Arbeitslosigkeit: BZÖ-Wirtschaftspolitik hat versagt

LR Cernic fordert rasche Einführung der österreichweiten bedarfsorientierten Mindestsicherung

Klagenfurt (SP-KTN) - Die dramatische Entwicklung der Arbeitslosigkeit in Kärnten nahm Sozialreferentin Nicole Cernic zum Anlass, erneut ein Ende der Kärntner Blockade bei der bundesweiten Einführung der bedarfsorientierten Mindestsicherung zu fordern. Soziale Sicherheit sei das, was die Menschen nun brauchen. "Die Mindestsicherung ist ein optimales Werkzeug, um Menschen in schweren Zeiten die Grund-Existenz zu sichern", erklärt Cernic wieso gerade jetzt Handeln statt Blockieren angesagt wäre.
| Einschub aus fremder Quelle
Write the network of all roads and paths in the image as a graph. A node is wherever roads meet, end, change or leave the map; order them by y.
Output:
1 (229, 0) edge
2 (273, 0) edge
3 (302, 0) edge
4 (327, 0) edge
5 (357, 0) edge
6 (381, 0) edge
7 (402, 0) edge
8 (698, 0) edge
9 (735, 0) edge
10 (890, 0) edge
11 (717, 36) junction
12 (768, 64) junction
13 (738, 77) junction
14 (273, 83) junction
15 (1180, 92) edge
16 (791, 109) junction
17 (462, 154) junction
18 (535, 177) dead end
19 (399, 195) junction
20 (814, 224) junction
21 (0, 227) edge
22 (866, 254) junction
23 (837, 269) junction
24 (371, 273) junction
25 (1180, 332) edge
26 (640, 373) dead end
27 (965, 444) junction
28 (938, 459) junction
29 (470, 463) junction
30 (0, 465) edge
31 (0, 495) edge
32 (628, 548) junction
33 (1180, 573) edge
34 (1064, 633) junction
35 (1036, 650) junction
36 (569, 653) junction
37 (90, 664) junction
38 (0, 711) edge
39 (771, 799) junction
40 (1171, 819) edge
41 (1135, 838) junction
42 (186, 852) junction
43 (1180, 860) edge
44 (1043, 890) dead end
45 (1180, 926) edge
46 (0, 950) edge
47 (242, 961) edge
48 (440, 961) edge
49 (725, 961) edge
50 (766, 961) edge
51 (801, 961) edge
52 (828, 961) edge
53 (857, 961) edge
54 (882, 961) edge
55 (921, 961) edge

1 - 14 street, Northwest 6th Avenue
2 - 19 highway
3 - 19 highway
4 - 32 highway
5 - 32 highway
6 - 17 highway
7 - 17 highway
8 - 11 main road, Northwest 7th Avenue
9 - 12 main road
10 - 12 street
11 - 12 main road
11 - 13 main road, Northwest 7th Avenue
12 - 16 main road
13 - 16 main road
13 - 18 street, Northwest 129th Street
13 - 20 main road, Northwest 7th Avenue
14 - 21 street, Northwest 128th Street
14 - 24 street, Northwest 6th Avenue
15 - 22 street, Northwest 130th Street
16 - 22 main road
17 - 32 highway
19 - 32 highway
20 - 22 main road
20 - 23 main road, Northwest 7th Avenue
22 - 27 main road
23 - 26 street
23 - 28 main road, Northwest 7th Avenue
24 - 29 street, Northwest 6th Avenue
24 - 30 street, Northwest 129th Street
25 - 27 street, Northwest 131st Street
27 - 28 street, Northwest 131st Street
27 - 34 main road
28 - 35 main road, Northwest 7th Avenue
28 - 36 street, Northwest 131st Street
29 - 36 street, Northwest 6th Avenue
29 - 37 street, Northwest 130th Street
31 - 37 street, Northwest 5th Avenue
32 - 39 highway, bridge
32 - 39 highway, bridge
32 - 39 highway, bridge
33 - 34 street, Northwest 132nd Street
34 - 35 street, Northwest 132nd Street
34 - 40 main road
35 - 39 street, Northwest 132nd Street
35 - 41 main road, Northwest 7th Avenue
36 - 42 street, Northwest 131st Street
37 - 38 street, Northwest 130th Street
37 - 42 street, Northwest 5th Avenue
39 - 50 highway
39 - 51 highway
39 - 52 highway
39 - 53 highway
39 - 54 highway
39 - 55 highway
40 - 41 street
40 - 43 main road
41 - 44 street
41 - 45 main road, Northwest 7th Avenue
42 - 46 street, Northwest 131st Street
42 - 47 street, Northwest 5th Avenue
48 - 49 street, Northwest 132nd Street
Nicole Cernic attestiert der BZÖ-Wirtschaftspolitik "völlig versagt" zu haben. "Für das orange Experiment haben die Kärntnerinnen und Kärntner nun einen hohen Preis zu zahlen", so die Sozialreferentin angesichts eines Anstiegs der Arbeitslosen um 21,1%. Hinzu komme, dass das Kärntner Landesvermögen verkauft wurde und unser Bundesland trotzdem die höchsten Schulden zu verzeichnen habe. Es gebe weiters kein Budget und daher auch keine Möglichkeit, aus eigener Kraft der Krise entgegen zu steuern. "Bei der Schaffung von notwendiger Infrastruktur steht das BZÖ auf der Bremse, anstatt notwendige Investitionen zu tätigen und damit Arbeitsplätze zu sichern", kritisiert Cernic. (Schluss)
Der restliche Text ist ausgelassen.